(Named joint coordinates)
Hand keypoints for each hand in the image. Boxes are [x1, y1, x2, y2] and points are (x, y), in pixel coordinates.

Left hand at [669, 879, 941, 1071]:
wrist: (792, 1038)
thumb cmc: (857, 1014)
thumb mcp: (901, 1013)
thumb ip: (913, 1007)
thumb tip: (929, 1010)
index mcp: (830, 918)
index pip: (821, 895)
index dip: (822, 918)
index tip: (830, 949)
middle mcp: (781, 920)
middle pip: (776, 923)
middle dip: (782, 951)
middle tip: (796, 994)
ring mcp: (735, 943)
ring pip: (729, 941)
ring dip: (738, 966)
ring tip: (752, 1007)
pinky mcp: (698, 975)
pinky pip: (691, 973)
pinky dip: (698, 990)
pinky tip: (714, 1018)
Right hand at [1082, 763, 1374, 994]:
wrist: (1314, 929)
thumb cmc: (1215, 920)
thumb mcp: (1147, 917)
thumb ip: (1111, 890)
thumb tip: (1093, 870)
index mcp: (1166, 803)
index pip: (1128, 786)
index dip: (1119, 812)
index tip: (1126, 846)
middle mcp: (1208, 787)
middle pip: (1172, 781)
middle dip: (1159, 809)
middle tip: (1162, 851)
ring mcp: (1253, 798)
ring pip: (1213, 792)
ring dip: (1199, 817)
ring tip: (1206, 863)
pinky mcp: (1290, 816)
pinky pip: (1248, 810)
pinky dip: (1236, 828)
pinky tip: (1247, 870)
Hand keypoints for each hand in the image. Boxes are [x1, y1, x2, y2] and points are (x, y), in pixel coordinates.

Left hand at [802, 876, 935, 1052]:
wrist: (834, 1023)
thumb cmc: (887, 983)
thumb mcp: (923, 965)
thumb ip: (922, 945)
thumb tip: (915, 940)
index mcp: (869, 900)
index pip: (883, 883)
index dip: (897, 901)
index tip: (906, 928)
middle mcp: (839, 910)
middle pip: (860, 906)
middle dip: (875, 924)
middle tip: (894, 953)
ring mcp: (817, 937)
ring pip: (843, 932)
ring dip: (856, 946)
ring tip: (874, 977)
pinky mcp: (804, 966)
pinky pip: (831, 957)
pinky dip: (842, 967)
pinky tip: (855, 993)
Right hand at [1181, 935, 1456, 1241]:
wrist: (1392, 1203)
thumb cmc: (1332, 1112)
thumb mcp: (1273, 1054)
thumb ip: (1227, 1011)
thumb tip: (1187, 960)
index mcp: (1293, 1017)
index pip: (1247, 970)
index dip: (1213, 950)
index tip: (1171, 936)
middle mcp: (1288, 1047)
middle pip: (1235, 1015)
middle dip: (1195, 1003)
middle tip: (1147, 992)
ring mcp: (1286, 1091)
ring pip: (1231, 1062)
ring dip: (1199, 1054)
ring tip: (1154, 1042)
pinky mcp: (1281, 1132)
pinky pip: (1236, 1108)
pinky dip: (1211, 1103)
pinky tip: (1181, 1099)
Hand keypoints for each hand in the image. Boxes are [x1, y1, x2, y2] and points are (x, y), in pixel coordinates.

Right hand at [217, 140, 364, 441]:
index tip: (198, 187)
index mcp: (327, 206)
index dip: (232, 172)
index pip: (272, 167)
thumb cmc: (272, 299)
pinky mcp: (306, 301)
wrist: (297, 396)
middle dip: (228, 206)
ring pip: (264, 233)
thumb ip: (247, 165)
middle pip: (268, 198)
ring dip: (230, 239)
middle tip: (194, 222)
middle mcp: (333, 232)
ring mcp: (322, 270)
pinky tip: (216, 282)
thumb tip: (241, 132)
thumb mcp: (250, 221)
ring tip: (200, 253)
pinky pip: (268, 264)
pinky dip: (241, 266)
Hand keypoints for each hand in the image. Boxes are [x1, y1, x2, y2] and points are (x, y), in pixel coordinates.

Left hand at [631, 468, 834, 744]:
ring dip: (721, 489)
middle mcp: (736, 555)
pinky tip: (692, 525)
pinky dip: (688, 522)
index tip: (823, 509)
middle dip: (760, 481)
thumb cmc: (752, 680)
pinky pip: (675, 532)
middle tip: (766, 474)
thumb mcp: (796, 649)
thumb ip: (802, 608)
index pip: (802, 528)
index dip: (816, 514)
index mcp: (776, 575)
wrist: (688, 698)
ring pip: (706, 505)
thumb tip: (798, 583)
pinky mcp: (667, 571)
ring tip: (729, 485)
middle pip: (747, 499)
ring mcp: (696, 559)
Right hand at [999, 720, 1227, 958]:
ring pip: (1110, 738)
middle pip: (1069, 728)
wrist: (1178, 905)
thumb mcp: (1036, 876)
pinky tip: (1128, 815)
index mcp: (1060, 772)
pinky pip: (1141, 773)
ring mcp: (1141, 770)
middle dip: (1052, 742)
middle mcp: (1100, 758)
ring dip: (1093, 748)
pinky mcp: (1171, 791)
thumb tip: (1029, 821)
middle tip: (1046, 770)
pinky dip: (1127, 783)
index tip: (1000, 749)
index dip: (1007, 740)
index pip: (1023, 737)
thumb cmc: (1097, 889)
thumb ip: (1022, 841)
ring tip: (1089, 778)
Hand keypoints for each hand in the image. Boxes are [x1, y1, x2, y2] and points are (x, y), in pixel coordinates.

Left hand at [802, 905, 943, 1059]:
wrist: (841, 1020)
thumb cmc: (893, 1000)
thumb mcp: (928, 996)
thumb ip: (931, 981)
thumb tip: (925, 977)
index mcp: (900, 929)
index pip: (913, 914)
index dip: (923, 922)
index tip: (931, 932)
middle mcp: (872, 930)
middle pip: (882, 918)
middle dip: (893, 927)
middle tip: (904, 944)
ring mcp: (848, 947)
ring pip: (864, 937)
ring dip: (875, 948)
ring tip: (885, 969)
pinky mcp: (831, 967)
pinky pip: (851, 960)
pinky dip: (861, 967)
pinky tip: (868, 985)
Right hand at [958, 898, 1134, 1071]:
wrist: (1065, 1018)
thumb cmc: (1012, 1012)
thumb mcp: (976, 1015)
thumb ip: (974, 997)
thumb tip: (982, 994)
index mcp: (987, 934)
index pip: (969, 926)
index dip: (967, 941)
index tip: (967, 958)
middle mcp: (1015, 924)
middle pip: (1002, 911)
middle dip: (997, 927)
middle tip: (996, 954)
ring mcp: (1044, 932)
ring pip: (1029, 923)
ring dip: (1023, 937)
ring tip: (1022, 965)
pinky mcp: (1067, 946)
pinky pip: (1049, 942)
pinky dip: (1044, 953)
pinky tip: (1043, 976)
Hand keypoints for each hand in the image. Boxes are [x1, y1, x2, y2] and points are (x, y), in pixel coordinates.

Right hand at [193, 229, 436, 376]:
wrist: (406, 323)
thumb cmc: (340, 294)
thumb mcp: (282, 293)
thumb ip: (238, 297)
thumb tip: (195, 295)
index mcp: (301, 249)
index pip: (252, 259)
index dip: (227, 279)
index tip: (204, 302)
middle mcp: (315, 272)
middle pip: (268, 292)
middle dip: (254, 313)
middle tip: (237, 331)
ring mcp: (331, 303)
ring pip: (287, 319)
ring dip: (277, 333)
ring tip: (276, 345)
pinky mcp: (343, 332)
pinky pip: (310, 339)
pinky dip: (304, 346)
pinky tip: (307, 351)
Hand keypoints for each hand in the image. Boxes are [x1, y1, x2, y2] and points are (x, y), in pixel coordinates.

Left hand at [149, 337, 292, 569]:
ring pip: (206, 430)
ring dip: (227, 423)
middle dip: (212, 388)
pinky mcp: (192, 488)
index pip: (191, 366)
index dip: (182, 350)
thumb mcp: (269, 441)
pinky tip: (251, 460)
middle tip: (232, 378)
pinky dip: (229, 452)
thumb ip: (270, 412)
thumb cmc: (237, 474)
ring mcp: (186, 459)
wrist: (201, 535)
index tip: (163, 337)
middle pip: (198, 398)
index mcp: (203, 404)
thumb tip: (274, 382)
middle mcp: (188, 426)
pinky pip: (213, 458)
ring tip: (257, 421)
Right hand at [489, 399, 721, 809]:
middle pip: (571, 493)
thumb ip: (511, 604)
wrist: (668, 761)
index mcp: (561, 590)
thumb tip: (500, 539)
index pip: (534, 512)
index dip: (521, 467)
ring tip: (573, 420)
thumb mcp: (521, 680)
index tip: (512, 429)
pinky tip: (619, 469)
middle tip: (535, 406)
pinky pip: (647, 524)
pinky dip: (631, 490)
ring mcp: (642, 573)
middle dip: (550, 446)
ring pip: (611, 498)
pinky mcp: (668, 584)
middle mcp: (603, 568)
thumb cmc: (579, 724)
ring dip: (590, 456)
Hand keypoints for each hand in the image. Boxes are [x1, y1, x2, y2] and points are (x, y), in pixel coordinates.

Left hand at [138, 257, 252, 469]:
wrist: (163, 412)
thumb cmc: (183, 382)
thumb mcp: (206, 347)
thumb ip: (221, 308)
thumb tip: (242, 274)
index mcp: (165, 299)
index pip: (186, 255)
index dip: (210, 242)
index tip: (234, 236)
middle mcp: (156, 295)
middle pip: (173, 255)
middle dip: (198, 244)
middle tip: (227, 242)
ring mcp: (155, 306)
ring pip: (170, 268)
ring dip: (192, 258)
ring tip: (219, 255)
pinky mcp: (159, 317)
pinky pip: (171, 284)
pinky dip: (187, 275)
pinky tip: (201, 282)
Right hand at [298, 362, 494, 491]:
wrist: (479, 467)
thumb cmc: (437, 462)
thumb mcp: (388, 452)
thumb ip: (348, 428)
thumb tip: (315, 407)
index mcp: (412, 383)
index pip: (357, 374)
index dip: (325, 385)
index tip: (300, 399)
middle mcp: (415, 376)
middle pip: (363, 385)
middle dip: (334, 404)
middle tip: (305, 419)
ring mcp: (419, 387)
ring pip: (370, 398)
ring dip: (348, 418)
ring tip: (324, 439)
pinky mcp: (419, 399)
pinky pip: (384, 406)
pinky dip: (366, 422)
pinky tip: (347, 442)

> _Problem requirements_
Given the records above, restate word for word only the lines starting at the one with "index mcp: (900, 929)" and ending at the one with "pinky dip: (861, 967)".

> _Result_
index mcp: (900, 929)
index pip: (913, 914)
index dip: (923, 922)
index tip: (931, 932)
middle mcp: (872, 930)
middle pip: (882, 918)
middle dip: (893, 927)
middle tip: (904, 944)
ring mcp: (848, 947)
ring pip: (864, 937)
ring dip: (875, 948)
ring tip: (885, 969)
pinky mcp: (831, 967)
pinky pip: (851, 960)
pinky dip: (861, 967)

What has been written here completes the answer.